━━ Data for processing ━━

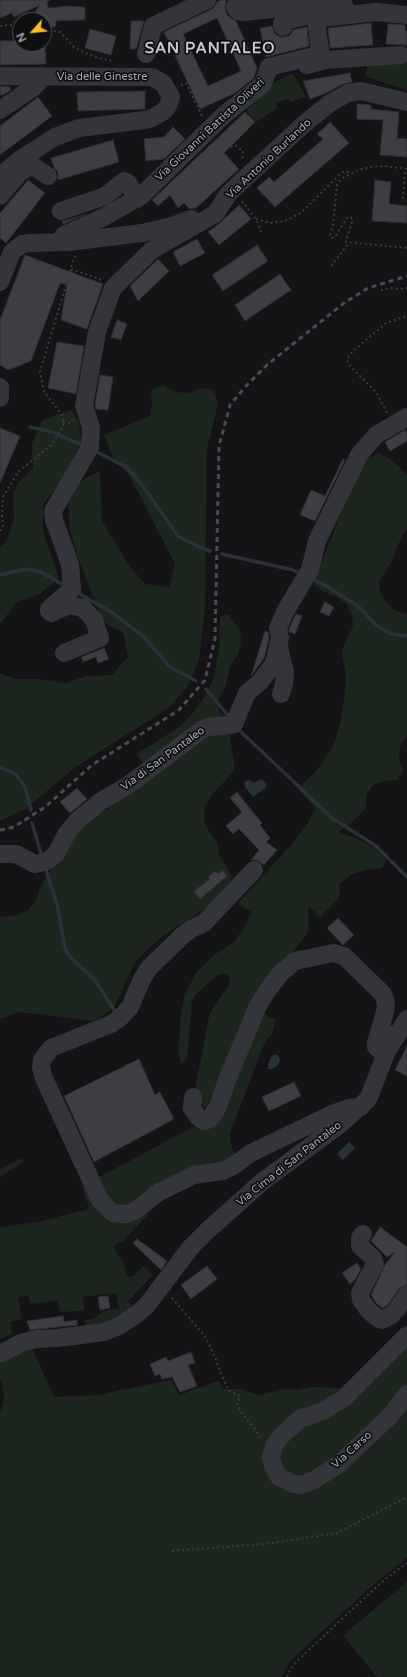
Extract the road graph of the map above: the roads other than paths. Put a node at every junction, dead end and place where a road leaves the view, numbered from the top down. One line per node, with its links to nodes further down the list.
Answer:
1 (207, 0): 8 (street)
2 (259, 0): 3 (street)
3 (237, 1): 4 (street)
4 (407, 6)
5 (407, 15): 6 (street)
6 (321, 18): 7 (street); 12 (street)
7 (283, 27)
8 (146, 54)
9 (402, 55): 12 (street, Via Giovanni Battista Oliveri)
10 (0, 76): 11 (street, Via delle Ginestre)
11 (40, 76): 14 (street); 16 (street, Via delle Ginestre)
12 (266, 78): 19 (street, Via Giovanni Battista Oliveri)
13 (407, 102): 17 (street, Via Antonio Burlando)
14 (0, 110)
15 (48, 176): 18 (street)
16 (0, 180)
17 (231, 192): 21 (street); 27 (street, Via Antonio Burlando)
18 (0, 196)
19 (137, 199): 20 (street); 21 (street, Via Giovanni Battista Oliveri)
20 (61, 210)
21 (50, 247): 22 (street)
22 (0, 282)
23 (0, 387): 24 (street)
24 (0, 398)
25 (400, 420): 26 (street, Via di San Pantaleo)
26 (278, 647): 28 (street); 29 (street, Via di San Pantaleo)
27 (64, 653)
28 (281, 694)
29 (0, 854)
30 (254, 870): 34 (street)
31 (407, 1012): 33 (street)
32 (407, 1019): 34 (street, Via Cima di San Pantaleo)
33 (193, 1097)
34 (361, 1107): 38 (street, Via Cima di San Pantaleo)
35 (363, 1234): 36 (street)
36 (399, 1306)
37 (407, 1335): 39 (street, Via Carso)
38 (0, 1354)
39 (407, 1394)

━━━

## Exercise description
Repeat each entry exactly as given; no pictures belong in the copy.

## Task output
Extract the road graph of the map above: the roads other than paths. Put a node at every junction, dead end and place where a road leaves the view, numbered from the top down. One line per node, with its links to nodes further down the list.
Answer:
1 (207, 0): 8 (street)
2 (259, 0): 3 (street)
3 (237, 1): 4 (street)
4 (407, 6)
5 (407, 15): 6 (street)
6 (321, 18): 7 (street); 12 (street)
7 (283, 27)
8 (146, 54)
9 (402, 55): 12 (street, Via Giovanni Battista Oliveri)
10 (0, 76): 11 (street, Via delle Ginestre)
11 (40, 76): 14 (street); 16 (street, Via delle Ginestre)
12 (266, 78): 19 (street, Via Giovanni Battista Oliveri)
13 (407, 102): 17 (street, Via Antonio Burlando)
14 (0, 110)
15 (48, 176): 18 (street)
16 (0, 180)
17 (231, 192): 21 (street); 27 (street, Via Antonio Burlando)
18 (0, 196)
19 (137, 199): 20 (street); 21 (street, Via Giovanni Battista Oliveri)
20 (61, 210)
21 (50, 247): 22 (street)
22 (0, 282)
23 (0, 387): 24 (street)
24 (0, 398)
25 (400, 420): 26 (street, Via di San Pantaleo)
26 (278, 647): 28 (street); 29 (street, Via di San Pantaleo)
27 (64, 653)
28 (281, 694)
29 (0, 854)
30 (254, 870): 34 (street)
31 (407, 1012): 33 (street)
32 (407, 1019): 34 (street, Via Cima di San Pantaleo)
33 (193, 1097)
34 (361, 1107): 38 (street, Via Cima di San Pantaleo)
35 (363, 1234): 36 (street)
36 (399, 1306)
37 (407, 1335): 39 (street, Via Carso)
38 (0, 1354)
39 (407, 1394)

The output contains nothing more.